2015年度県交渉 ~奨学金制度の充実、就職差別撤廃、土地差別事象への対応~
解放同盟山口県連は2月15日、山口県庁において、2015年度の県交渉をおこなった。
県交渉では、人権条例の制定、県民意識調査の実施、土地差別問題、人権教育・啓発、就職差別撤廃・企業啓発、隣保館、職員研修、本人通知制度など9つの基本要求についての回答を求めた。
◆奨学金制度の充実~保証人2名 条件緩和~
現在、山口県ひとづくり財団「奨学センター」の高校・大学等の奨学金の保証人は2名(別世帯、60歳以下、有職者)が条件である。1人親家庭や生活困窮家庭の子どもたちが保証人2名を確保出来ず、奨学金・進学を断念している事実があり、保証人を1名にするなど条件を緩和することを強く求めた。保証人条件の緩和について、県は奨学センターと「見直しに関わる協議をしていく」と回答した。
◆就職差別撤廃・企業啓発の充実
①2014年度県教委が把握した「就職差別につながる違反質問」は25件あった。
②違反事業者の指導
この間、毎年、県内の高校受験報告書では、20~30件の違反質問が報告されているが、県教委から山口労働局への指導要請はゼロであった。その結果、山口労働局もこの間、違反事業所への指導はゼロであった。

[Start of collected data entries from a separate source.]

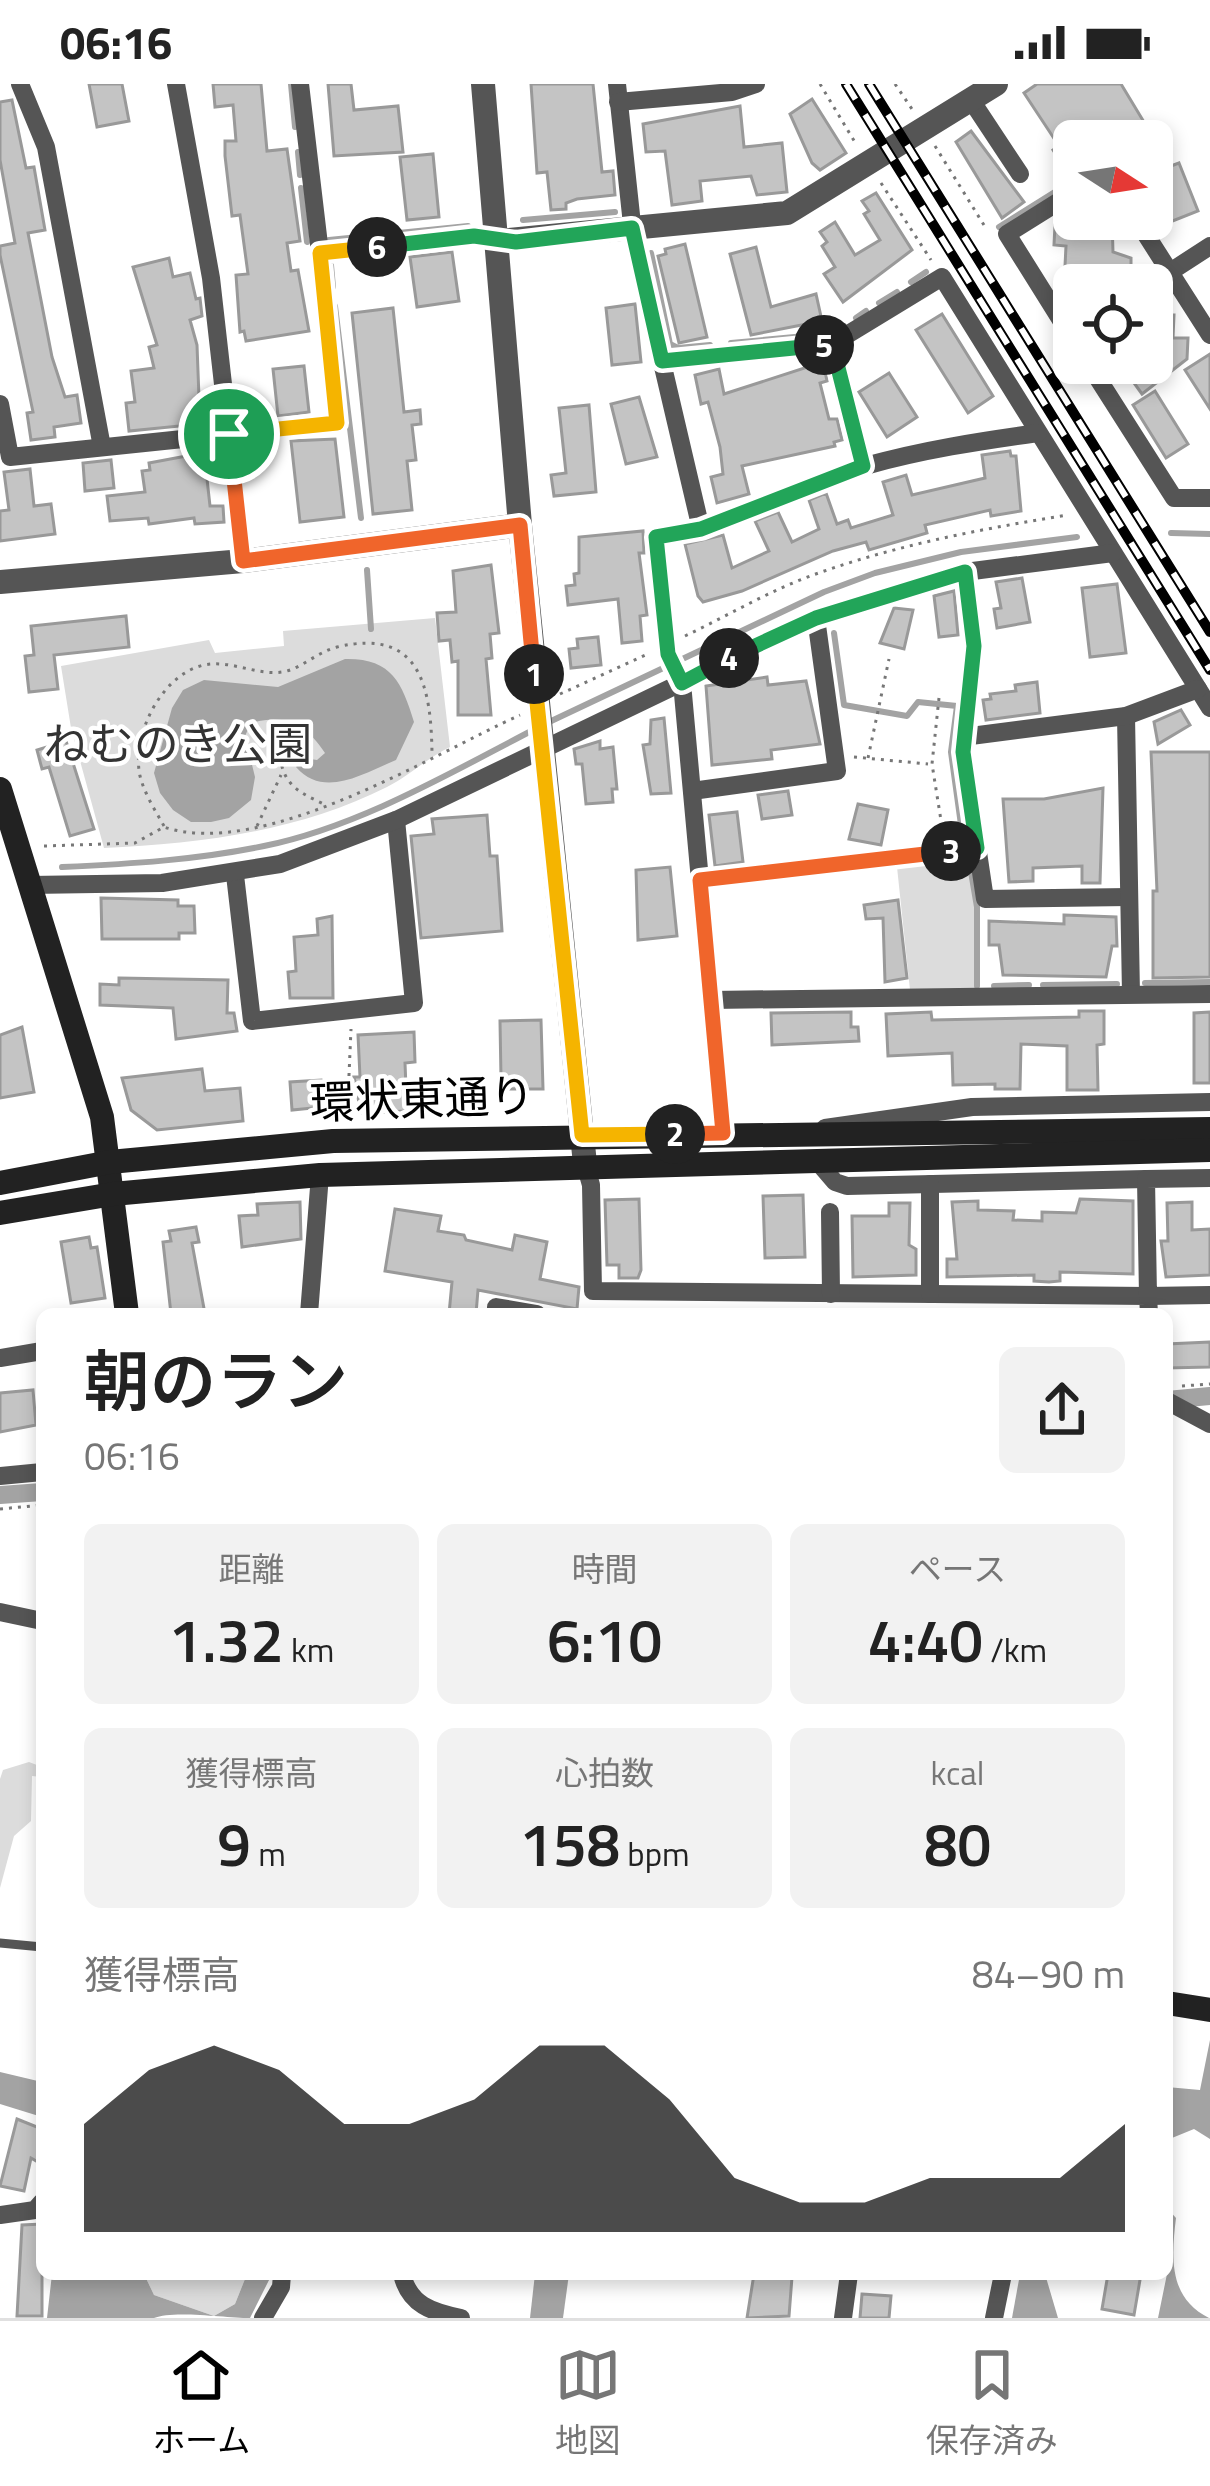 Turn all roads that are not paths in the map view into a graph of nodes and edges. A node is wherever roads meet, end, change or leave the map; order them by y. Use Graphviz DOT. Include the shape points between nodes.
graph roads {
  1 [pos="20,84"];
  2 [pos="176,84"];
  3 [pos="300,84"];
  4 [pos="483,84"];
  5 [pos="756,84"];
  6 [pos="996,84"];
  7 [pos="618,93"];
  8 [pos="971,100"];
  9 [pos="1020,174"];
  10 [pos="1053,205"];
  11 [pos="632,228"];
  12 [pos="498,241"];
  13 [pos="1210,246"];
  14 [pos="320,253"];
  15 [pos="1173,270"];
  16 [pos="1173,277"];
  17 [pos="1053,307"];
  18 [pos="1210,335"];
  19 [pos="832,344"];
  20 [pos="662,361"];
  21 [pos="1101,384"];
  22 [pos="0,404"];
  23 [pos="1038,433"];
  24 [pos="229,434"];
  25 [pos="102,447"];
  26 [pos="5,457"];
  27 [pos="863,466"];
  28 [pos="1210,498"];
  29 [pos="520,525"];
  30 [pos="701,529"];
  31 [pos="1113,553"];
  32 [pos="243,561"];
  33 [pos="965,572"];
  34 [pos="0,582"];
  35 [pos="816,618"];
  36 [pos="682,683"];
  37 [pos="1198,688"];
  38 [pos="1210,708"];
  39 [pos="1126,716"];
  40 [pos="956,739"];
  41 [pos="542,748"];
  42 [pos="0,789"];
  43 [pos="692,791"];
  44 [pos="396,820"];
  45 [pos="19,842"];
  46 [pos="977,848"];
  47 [pos="235,874"];
  48 [pos="700,880"];
  49 [pos="30,885"];
  50 [pos="1129,897"];
  51 [pos="1131,994"];
  52 [pos="1210,994"];
  53 [pos="711,1000"];
  54 [pos="1210,1102"];
  55 [pos="1210,1130"];
  56 [pos="814,1132"];
  57 [pos="723,1133"];
  58 [pos="582,1135"];
  59 [pos="928,1145"];
  60 [pos="1210,1150"];
  61 [pos="817,1161"];
  62 [pos="110,1162"];
  63 [pos="585,1165"];
  64 [pos="320,1175"];
  65 [pos="1210,1178"];
  66 [pos="1146,1179"];
  67 [pos="0,1183"];
  68 [pos="930,1184"];
  69 [pos="113,1194"];
  70 [pos="830,1212"];
  71 [pos="0,1213"];
  72 [pos="592,1291"];
  73 [pos="831,1294"];
  74 [pos="930,1294"];
  75 [pos="1210,1295"];
  76 [pos="994,1304"];
  77 [pos="1149,1305"];
  78 [pos="126,1308"];
  79 [pos="309,1308"];
  80 [pos="593,1308"];
  81 [pos="36,1352"];
  82 [pos="0,1358"];
  83 [pos="1173,1404"];
  84 [pos="1192,1414"];
  85 [pos="1173,1417"];
  86 [pos="1210,1424"];
  87 [pos="36,1473"];
  88 [pos="0,1476"];
  89 [pos="0,1612"];
  90 [pos="36,1620"];
  91 [pos="0,1943"];
  92 [pos="36,1946"];
  93 [pos="1173,2004"];
  94 [pos="1210,2010"];
  95 [pos="36,2209"];
  96 [pos="0,2215"];
  97 [pos="282,2280"];
  98 [pos="404,2280"];
  99 [pos="848,2280"];
  100 [pos="1002,2280"];
  101 [pos="263,2318"];
  102 [pos="461,2318"];
  103 [pos="844,2318"];
  104 [pos="994,2318"];
  1 -- 25 [label="street" via="46,147"];
  2 -- 24 [label="street"];
  3 -- 14 [label="street"];
  4 -- 12 [label="street"];
  5 -- 7 [label="street" via="732,92"];
  6 -- 8 [label="street"];
  7 -- 11 [label="street"];
  8 -- 9 [label="street"];
  8 -- 11 [label="street" via="787,213"];
  10 -- 17 [label="street" via="1007,234"];
  11 -- 12 [label="street"];
  11 -- 20 [label="street"];
  12 -- 14 [label="street" via="474,236"];
  12 -- 29 [label="street"];
  13 -- 15 [label="street"];
  14 -- 24 [label="street" via="337,423"];
  16 -- 18 [label="street"];
  19 -- 20 [label="street"];
  19 -- 23 [label="street" via="942,277"];
  19 -- 27 [label="street"];
  20 -- 30 [label="street"];
  21 -- 28 [label="street" via="1174,498"];
  22 -- 26 [label="street"];
  23 -- 27 [label="street"];
  23 -- 31 [label="street"];
  24 -- 25 [label="street"];
  24 -- 32 [label="street"];
  25 -- 26 [label="street"];
  27 -- 30 [label="street"];
  29 -- 32 [label="street"];
  29 -- 41 [label="street"];
  30 -- 36 [label="street" via="656,537 666,645"];
  31 -- 33 [label="street"];
  31 -- 37 [label="street"];
  32 -- 34 [label="street"];
  33 -- 35 [label="street"];
  33 -- 40 [label="street" via="974,646"];
  35 -- 36 [label="street"];
  35 -- 43 [label="street" via="836,771"];
  36 -- 41 [label="street"];
  36 -- 43 [label="street"];
  37 -- 38 [label="street"];
  37 -- 39 [label="street"];
  39 -- 40 [label="street"];
  39 -- 50 [label="street"];
  40 -- 46 [label="street"];
  41 -- 44 [label="street"];
  41 -- 58 [label="street"];
  42 -- 45 [label="main road"];
  43 -- 48 [label="street"];
  44 -- 47 [label="street"];
  44 -- 47 [label="street" via="414,1003 252,1021"];
  45 -- 49 [label="main road"];
  46 -- 48 [label="street"];
  46 -- 50 [label="street" via="985,899"];
  47 -- 49 [label="street"];
  48 -- 53 [label="street"];
  49 -- 62 [label="main road"];
  50 -- 51 [label="street"];
  51 -- 52 [label="street"];
  51 -- 53 [label="street"];
  53 -- 57 [label="street"];
  54 -- 56 [label="street" via="938,1109"];
  55 -- 59 [label="main road, 環状東通り"];
  56 -- 57 [label="main road, 環状東通り"];
  56 -- 59 [label="main road, 環状東通り"];
  57 -- 58 [label="main road, 環状東通り"];
  58 -- 62 [label="main road, 環状東通り" via="333,1141"];
  58 -- 63 [label="street"];
  59 -- 60 [label="main road, 環状東通り"];
  59 -- 61 [label="main road, 環状東通り"];
  61 -- 63 [label="main road, 環状東通り"];
  61 -- 68 [label="street" via="847,1186"];
  62 -- 67 [label="main road, 環状東通り"];
  62 -- 69 [label="main road"];
  63 -- 64 [label="main road, 環状東通り"];
  63 -- 72 [label="street"];
  64 -- 69 [label="main road, 環状東通り"];
  64 -- 79 [label="street"];
  65 -- 66 [label="street"];
  66 -- 68 [label="street"];
  66 -- 77 [label="street"];
  68 -- 74 [label="street"];
  69 -- 71 [label="main road, 環状東通り"];
  69 -- 78 [label="main road"];
  70 -- 73 [label="street"];
  72 -- 73 [label="street"];
  72 -- 80 [label="street"];
  73 -- 74 [label="street"];
  74 -- 76 [label="street"];
  75 -- 77 [label="street"];
  76 -- 77 [label="street"];
  81 -- 82 [label="street"];
  83 -- 84 [label="street"];
  84 -- 85 [label="street"];
  84 -- 86 [label="street"];
  87 -- 88 [label="street"];
  89 -- 90 [label="street"];
  91 -- 92 [label="lane"];
  93 -- 94 [label="main road"];
  95 -- 96 [label="street"];
  97 -- 101 [label="street"];
  98 -- 102 [label="street" via="428,2310"];
  99 -- 103 [label="street"];
  100 -- 104 [label="street"];
}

県教委は違反質問であることを把握しながらも、「保護者の了解がとれなかった」等の言い訳をして、労働局に指導依頼をしていないことは、「職業安定法第5条4項」を県教委が無視することであると、県教委の姿勢を厳しく追及した。
その結果、今後、違反質問を認知した場合は、全ての事象について労働局に報告し、違反事業者への指導についても、「当該生徒や保護者の意向に配慮しながら、適切な指導が行われるように労働局に要請してまいりたい」と回答。
③企業啓発の充実
「公正採用選考人権啓発推進委員」に対する企業啓発の取組みの充実を求めた。
今年度、山口労働局は、県内の「公正採用推進員」設置条件を従業員100以上から30人以上の事業所に変更した。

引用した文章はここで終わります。